**Assignment**
Report every line from the material that contains the word "Lakewood".

=== Given records ===

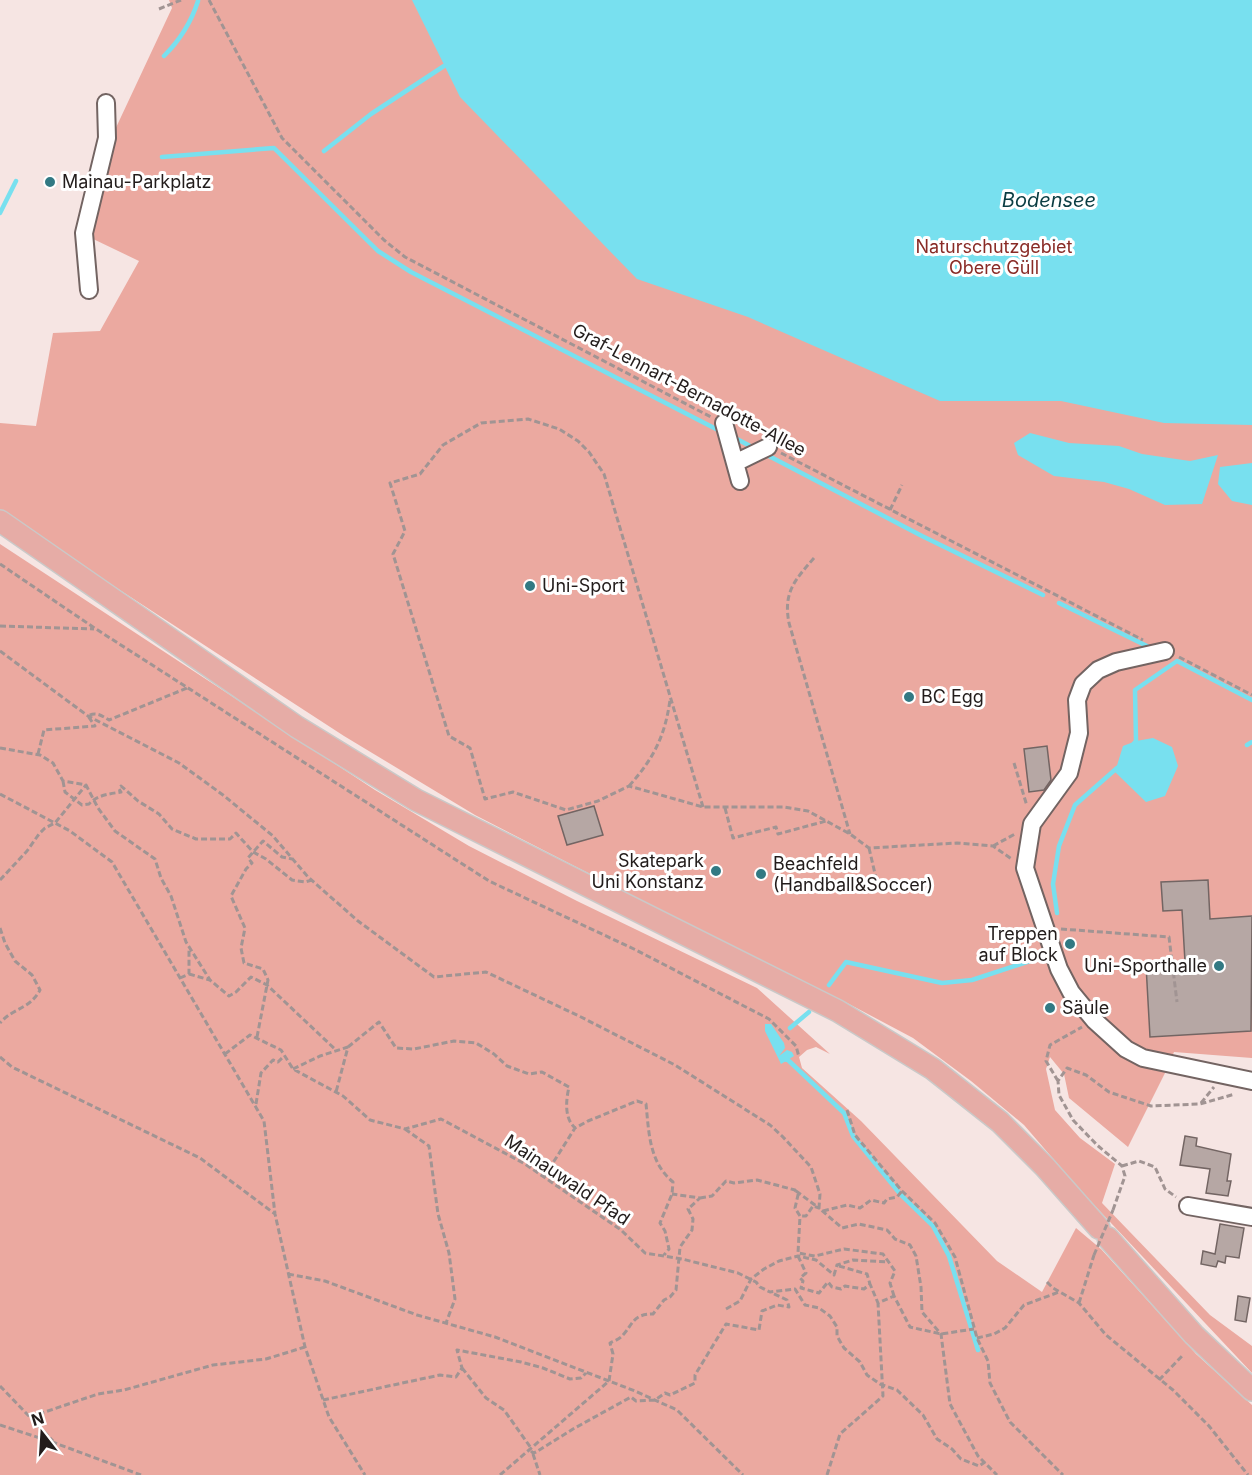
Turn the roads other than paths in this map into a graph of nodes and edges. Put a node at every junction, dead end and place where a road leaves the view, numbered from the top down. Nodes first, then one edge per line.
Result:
1 (106, 103) dead end
2 (89, 290) dead end
3 (724, 423) road end
4 (768, 447) road end
5 (735, 463) junction
6 (740, 481) dead end
7 (0, 522) edge
8 (1165, 651) road end
9 (1252, 1081) edge
10 (1188, 1206) road end
11 (1252, 1217) edge
12 (1252, 1390) edge

1 - 2 street
3 - 5 street
4 - 5 street
5 - 6 street
7 - 12 main road
8 - 9 street
10 - 11 street

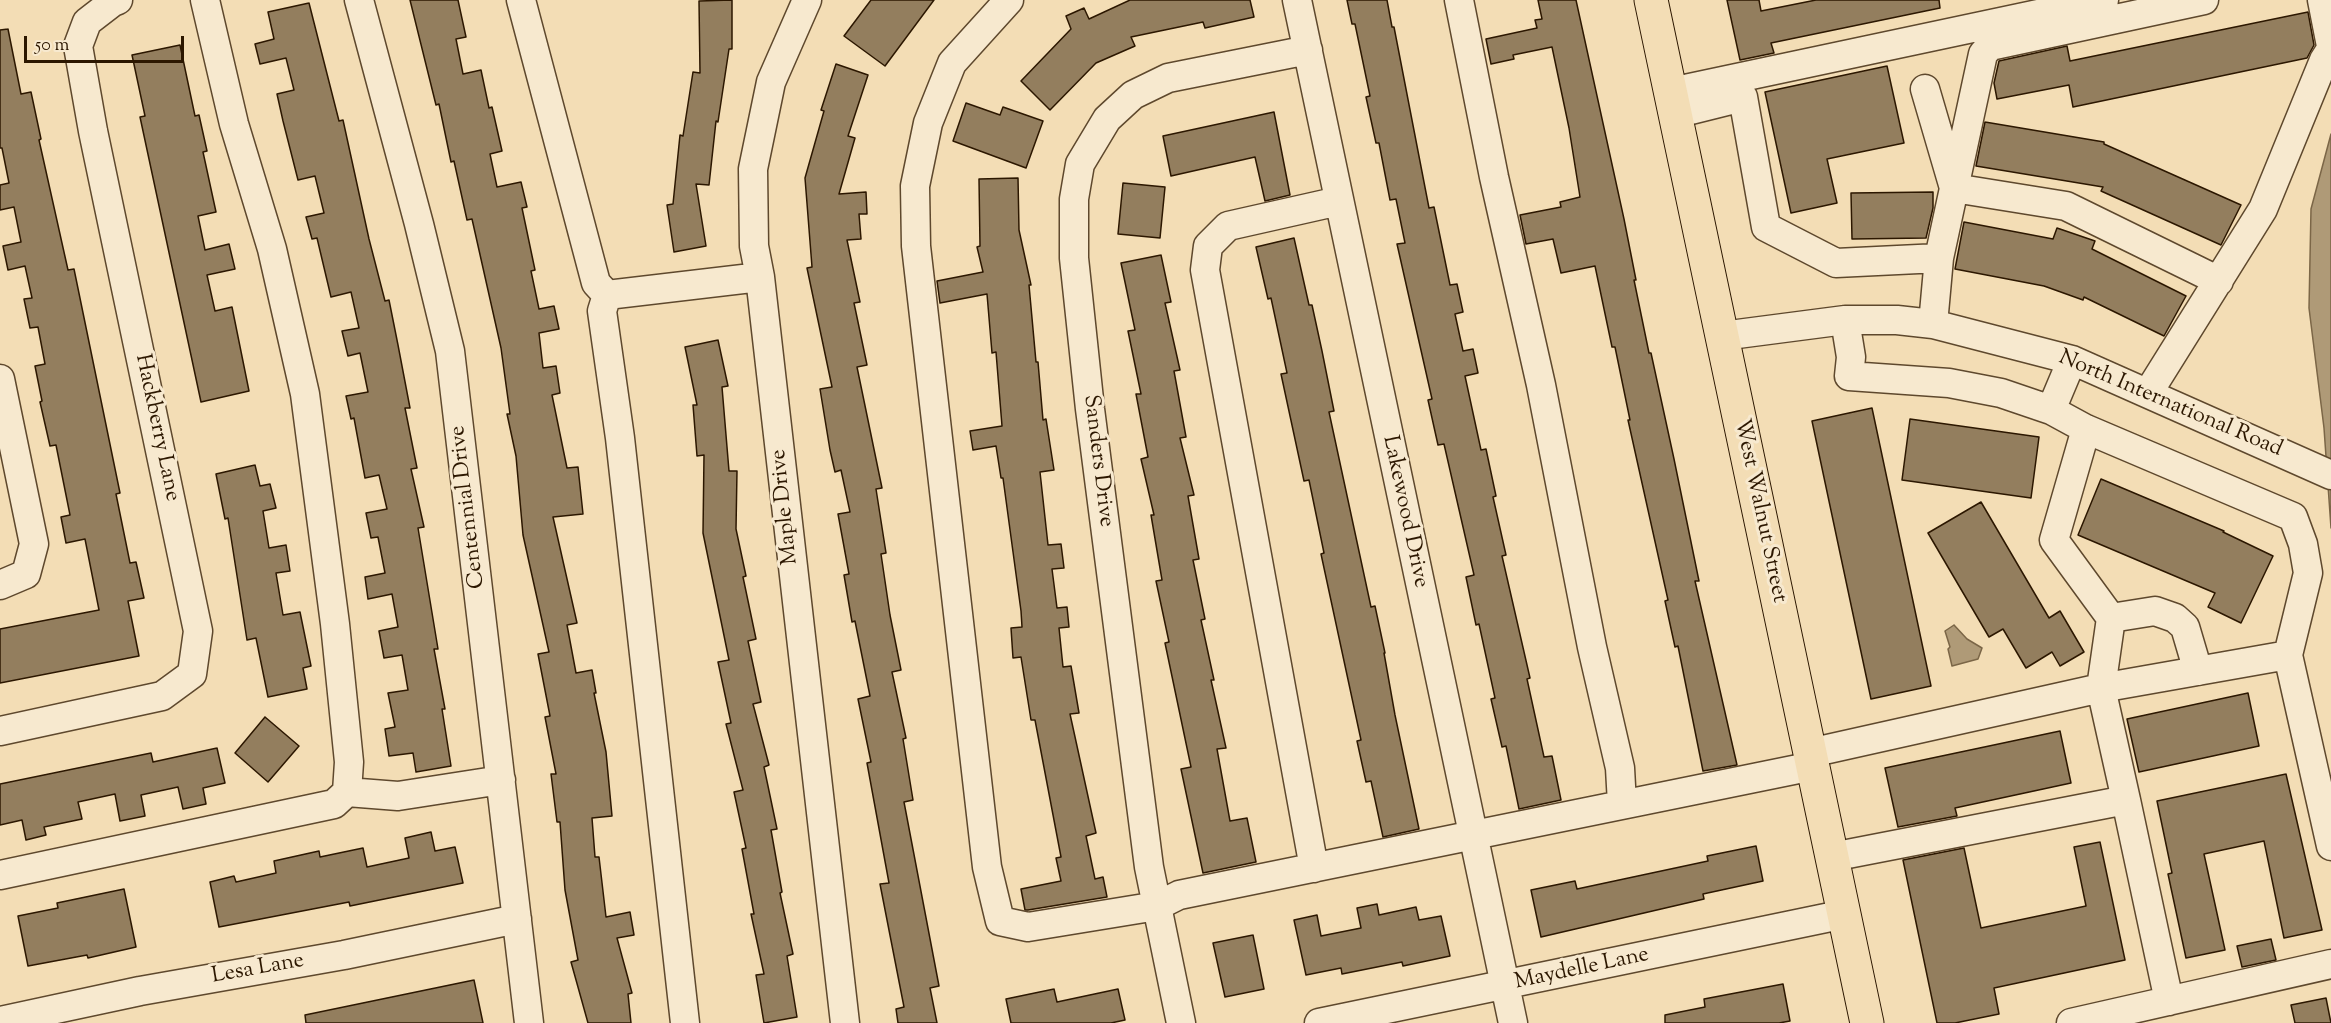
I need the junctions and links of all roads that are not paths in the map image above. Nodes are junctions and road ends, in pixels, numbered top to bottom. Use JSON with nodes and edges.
{"nodes":[{"id":1,"x":118,"y":0,"type":"edge"},
{"id":2,"x":205,"y":0,"type":"edge"},
{"id":3,"x":359,"y":0,"type":"edge"},
{"id":4,"x":521,"y":0,"type":"edge"},
{"id":5,"x":807,"y":0,"type":"edge"},
{"id":6,"x":1009,"y":0,"type":"edge"},
{"id":7,"x":1298,"y":0,"type":"edge"},
{"id":8,"x":1459,"y":0,"type":"edge"},
{"id":9,"x":1651,"y":0,"type":"edge"},
{"id":10,"x":2204,"y":0,"type":"edge"},
{"id":11,"x":2322,"y":0,"type":"edge"},
{"id":12,"x":2093,"y":1,"type":"edge"},
{"id":13,"x":2331,"y":47,"type":"edge"},
{"id":14,"x":1308,"y":50,"type":"junction"},
{"id":15,"x":1925,"y":89,"type":"dead end"},
{"id":16,"x":1673,"y":103,"type":"junction"},
{"id":17,"x":1954,"y":188,"type":"junction"},
{"id":18,"x":1339,"y":201,"type":"junction"},
{"id":19,"x":1939,"y":258,"type":"junction"},
{"id":20,"x":760,"y":277,"type":"junction"},
{"id":21,"x":2219,"y":282,"type":"junction"},
{"id":22,"x":607,"y":295,"type":"junction"},
{"id":23,"x":1845,"y":320,"type":"junction"},
{"id":24,"x":1933,"y":324,"type":"junction"},
{"id":25,"x":1722,"y":336,"type":"junction"},
{"id":26,"x":2072,"y":360,"type":"junction"},
{"id":27,"x":0,"y":379,"type":"edge"},
{"id":28,"x":2148,"y":393,"type":"junction"},
{"id":29,"x":2050,"y":410,"type":"junction"},
{"id":30,"x":2086,"y":429,"type":"junction"},
{"id":31,"x":2331,"y":475,"type":"edge"},
{"id":32,"x":0,"y":585,"type":"edge"},
{"id":33,"x":2111,"y":618,"type":"junction"},
{"id":34,"x":2288,"y":655,"type":"junction"},
{"id":35,"x":2198,"y":671,"type":"junction"},
{"id":36,"x":2101,"y":688,"type":"junction"},
{"id":37,"x":0,"y":731,"type":"edge"},
{"id":38,"x":1812,"y":759,"type":"junction"},
{"id":39,"x":501,"y":780,"type":"junction"},
{"id":40,"x":347,"y":792,"type":"junction"},
{"id":41,"x":2126,"y":800,"type":"junction"},
{"id":42,"x":1622,"y":804,"type":"junction"},
{"id":43,"x":1473,"y":836,"type":"junction"},
{"id":44,"x":2331,"y":846,"type":"edge"},
{"id":45,"x":1832,"y":857,"type":"junction"},
{"id":46,"x":1314,"y":868,"type":"junction"},
{"id":47,"x":0,"y":875,"type":"edge"},
{"id":48,"x":1157,"y":906,"type":"junction"},
{"id":49,"x":1845,"y":914,"type":"junction"},
{"id":50,"x":517,"y":919,"type":"junction"},
{"id":51,"x":2331,"y":964,"type":"edge"},
{"id":52,"x":1505,"y":986,"type":"junction"},
{"id":53,"x":2169,"y":1001,"type":"junction"},
{"id":54,"x":0,"y":1021,"type":"edge"},
{"id":55,"x":529,"y":1023,"type":"edge"},
{"id":56,"x":685,"y":1023,"type":"edge"},
{"id":57,"x":845,"y":1023,"type":"edge"},
{"id":58,"x":1181,"y":1023,"type":"edge"},
{"id":59,"x":1319,"y":1023,"type":"edge"},
{"id":60,"x":1513,"y":1023,"type":"edge"},
{"id":61,"x":1867,"y":1023,"type":"edge"},
{"id":62,"x":2071,"y":1023,"type":"edge"}],
"edges":[{"from":1,"to":37,"type":"street","name":"Hackberry Lane"},
{"from":2,"to":40,"type":"street"},
{"from":3,"to":39,"type":"street","name":"Centennial Drive"},
{"from":4,"to":22,"type":"street"},
{"from":5,"to":20,"type":"street","name":"Maple Drive"},
{"from":6,"to":48,"type":"street"},
{"from":7,"to":14,"type":"street","name":"Lakewood Drive"},
{"from":8,"to":42,"type":"street"},
{"from":9,"to":16,"type":"main road","name":"West Walnut Street"},
{"from":10,"to":17,"type":"street"},
{"from":11,"to":13,"type":"street"},
{"from":12,"to":16,"type":"street"},
{"from":13,"to":21,"type":"street"},
{"from":14,"to":18,"type":"street","name":"Lakewood Drive"},
{"from":14,"to":48,"type":"street","name":"Sanders Drive"},
{"from":15,"to":17,"type":"street"},
{"from":16,"to":19,"type":"street"},
{"from":16,"to":25,"type":"main road","name":"West Walnut Street"},
{"from":17,"to":19,"type":"street"},
{"from":17,"to":21,"type":"street"},
{"from":18,"to":43,"type":"street","name":"Lakewood Drive"},
{"from":18,"to":46,"type":"street"},
{"from":19,"to":24,"type":"street"},
{"from":20,"to":22,"type":"street"},
{"from":20,"to":57,"type":"street","name":"Maple Drive"},
{"from":21,"to":28,"type":"street"},
{"from":22,"to":56,"type":"street"},
{"from":23,"to":24,"type":"street","name":"North International Road"},
{"from":23,"to":25,"type":"street","name":"North International Road"},
{"from":23,"to":29,"type":"street"},
{"from":24,"to":26,"type":"street","name":"North International Road"},
{"from":25,"to":38,"type":"main road","name":"West Walnut Street"},
{"from":26,"to":28,"type":"street","name":"North International Road"},
{"from":26,"to":29,"type":"street"},
{"from":27,"to":32,"type":"street"},
{"from":28,"to":31,"type":"street","name":"North International Road"},
{"from":29,"to":30,"type":"street"},
{"from":30,"to":33,"type":"street"},
{"from":30,"to":34,"type":"street"},
{"from":33,"to":35,"type":"street"},
{"from":33,"to":36,"type":"street"},
{"from":34,"to":35,"type":"street"},
{"from":34,"to":44,"type":"street"},
{"from":35,"to":36,"type":"street"},
{"from":36,"to":38,"type":"street"},
{"from":36,"to":41,"type":"street"},
{"from":38,"to":42,"type":"street"},
{"from":38,"to":45,"type":"main road","name":"West Walnut Street"},
{"from":39,"to":40,"type":"street"},
{"from":39,"to":50,"type":"street","name":"Centennial Drive"},
{"from":40,"to":47,"type":"street"},
{"from":41,"to":45,"type":"street"},
{"from":41,"to":53,"type":"street"},
{"from":42,"to":43,"type":"street"},
{"from":43,"to":46,"type":"street"},
{"from":43,"to":52,"type":"street","name":"Lakewood Drive"},
{"from":45,"to":49,"type":"main road","name":"West Walnut Street"},
{"from":46,"to":48,"type":"street"},
{"from":48,"to":58,"type":"street","name":"Sanders Drive"},
{"from":49,"to":52,"type":"street","name":"Maydelle Lane"},
{"from":49,"to":61,"type":"main road","name":"West Walnut Street"},
{"from":50,"to":54,"type":"street","name":"Lesa Lane"},
{"from":50,"to":55,"type":"street","name":"Centennial Drive"},
{"from":51,"to":53,"type":"street"},
{"from":52,"to":59,"type":"street","name":"Maydelle Lane"},
{"from":52,"to":60,"type":"street","name":"Lakewood Drive"},
{"from":53,"to":62,"type":"street"}]}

===

**Answer to this problem**
{"from":7,"to":14,"type":"street","name":"Lakewood Drive"},
{"from":14,"to":18,"type":"street","name":"Lakewood Drive"},
{"from":18,"to":43,"type":"street","name":"Lakewood Drive"},
{"from":43,"to":52,"type":"street","name":"Lakewood Drive"},
{"from":52,"to":60,"type":"street","name":"Lakewood Drive"},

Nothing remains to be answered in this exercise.